# Dataset extract
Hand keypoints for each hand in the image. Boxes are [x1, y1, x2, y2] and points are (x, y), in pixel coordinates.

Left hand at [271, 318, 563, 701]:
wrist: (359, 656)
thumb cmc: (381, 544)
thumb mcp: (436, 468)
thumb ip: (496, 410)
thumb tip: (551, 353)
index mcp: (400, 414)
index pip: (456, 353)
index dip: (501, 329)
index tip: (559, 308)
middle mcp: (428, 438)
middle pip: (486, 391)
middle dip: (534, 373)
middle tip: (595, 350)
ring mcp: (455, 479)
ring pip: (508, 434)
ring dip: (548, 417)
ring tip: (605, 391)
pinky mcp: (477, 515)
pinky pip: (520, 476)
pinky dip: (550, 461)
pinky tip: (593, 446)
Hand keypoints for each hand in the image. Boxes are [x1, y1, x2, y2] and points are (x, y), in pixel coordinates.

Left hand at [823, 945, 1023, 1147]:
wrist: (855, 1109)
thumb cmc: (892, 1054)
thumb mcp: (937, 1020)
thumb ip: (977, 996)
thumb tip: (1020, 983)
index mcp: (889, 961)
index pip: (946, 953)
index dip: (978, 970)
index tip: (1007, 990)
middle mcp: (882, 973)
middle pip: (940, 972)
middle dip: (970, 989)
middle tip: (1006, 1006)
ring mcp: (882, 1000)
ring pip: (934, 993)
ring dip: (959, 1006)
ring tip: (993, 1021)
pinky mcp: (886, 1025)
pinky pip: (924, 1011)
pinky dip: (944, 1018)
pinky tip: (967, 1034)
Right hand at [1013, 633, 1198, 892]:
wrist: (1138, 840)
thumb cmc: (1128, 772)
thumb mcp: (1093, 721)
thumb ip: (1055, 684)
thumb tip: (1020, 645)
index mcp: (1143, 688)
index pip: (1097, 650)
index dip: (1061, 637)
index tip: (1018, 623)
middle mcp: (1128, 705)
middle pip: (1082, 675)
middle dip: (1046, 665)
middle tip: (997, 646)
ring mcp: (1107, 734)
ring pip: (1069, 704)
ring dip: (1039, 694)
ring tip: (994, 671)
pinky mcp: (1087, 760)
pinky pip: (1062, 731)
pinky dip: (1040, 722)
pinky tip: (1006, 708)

# Problem
Taking the material above, extract exactly and only the lines from the line with "pinky dip: (550, 461)" to the line with "middle pip: (940, 972)", inclusive of both.

# Final answer
pinky dip: (550, 461)
pinky tip: (593, 446)
Hand keypoints for each hand in the image. Boxes are [x1, y1, x2, y2] and points are (x, y), in pixel coordinates.

Left hand at [823, 945, 1023, 1147]:
wrist: (855, 1109)
thumb cmc: (892, 1054)
thumb mcp: (937, 1020)
thumb ip: (977, 996)
thumb tip: (1020, 983)
index mcp: (889, 961)
index pip: (946, 953)
index dip: (978, 970)
index tip: (1007, 990)
middle mcp: (882, 973)
middle pip: (940, 972)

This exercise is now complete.